Customer Reviews: Read 23 more reviews...
  A must read for any thinker or tryer November 20, 2008 I'm a tryer now, but as soon as I realized I wasn't the only single woman thinking about having children on my own I bought this book. Ms. Mattes is the brave woman who made our cause a public one and opened the doors that I am able to freely walk through in my journey. Her detailed examination of the subject, and practical answers to many of the worries that plagued me in the thinking stage are what make this book one of the must-haves on the subject. I think she might want to publish a new edition every few years just to catch up with the public opinion part of the story, but for the most part, the information is enduring. Add this to your collection as you think, and it will be a resource through all the stages of your journey.

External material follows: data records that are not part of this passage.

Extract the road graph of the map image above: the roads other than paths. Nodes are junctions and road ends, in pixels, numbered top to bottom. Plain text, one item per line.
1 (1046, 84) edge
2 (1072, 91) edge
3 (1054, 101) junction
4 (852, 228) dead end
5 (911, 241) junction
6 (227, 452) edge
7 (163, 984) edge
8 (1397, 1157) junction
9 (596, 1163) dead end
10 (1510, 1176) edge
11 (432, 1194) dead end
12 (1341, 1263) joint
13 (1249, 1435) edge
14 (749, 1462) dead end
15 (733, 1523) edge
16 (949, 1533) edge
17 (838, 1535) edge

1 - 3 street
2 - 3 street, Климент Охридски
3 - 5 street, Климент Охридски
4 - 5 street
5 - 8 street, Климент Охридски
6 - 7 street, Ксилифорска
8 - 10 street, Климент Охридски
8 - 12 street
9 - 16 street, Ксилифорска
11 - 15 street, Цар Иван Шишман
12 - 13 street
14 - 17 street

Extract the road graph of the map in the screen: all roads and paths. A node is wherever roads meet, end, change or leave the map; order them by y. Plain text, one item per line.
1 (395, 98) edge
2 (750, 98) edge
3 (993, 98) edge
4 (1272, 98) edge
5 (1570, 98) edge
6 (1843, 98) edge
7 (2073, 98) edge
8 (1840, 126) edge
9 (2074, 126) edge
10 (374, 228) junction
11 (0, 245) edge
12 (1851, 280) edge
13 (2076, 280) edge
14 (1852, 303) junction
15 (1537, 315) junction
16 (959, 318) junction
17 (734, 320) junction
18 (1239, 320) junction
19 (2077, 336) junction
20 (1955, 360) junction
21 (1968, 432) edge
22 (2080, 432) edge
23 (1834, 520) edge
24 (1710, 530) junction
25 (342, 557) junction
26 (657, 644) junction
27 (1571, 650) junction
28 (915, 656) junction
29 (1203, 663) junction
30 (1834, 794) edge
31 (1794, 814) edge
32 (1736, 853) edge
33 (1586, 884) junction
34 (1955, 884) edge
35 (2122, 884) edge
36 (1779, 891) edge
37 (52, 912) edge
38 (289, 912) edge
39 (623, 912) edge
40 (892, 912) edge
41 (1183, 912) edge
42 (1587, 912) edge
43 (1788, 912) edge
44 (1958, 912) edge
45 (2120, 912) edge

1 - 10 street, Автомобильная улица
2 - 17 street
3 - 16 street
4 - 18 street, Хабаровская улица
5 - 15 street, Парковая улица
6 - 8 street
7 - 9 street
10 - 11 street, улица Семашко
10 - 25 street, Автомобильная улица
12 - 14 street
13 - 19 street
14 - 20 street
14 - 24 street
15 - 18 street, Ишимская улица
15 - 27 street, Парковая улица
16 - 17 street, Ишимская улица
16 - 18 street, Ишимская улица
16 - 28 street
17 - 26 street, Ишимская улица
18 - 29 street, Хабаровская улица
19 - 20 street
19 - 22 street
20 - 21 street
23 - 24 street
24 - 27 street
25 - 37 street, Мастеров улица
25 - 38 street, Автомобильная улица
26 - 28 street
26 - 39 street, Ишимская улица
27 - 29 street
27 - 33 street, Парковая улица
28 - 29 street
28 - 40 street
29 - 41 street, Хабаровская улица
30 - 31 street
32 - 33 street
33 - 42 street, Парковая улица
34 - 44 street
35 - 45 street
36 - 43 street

  Only for women with exceptionally good resources July 31, 2008 I'm a single mother, and daily, I speak with other single mothers. My sense is that this book softpedals the financial vulnerability of single motherhood to a degree that is less than responsible, and women considering this option should understand that the mere fact of being a mother can damage the financial security they have as childless women. It's an important consideration if you're going to be raising a child on your own.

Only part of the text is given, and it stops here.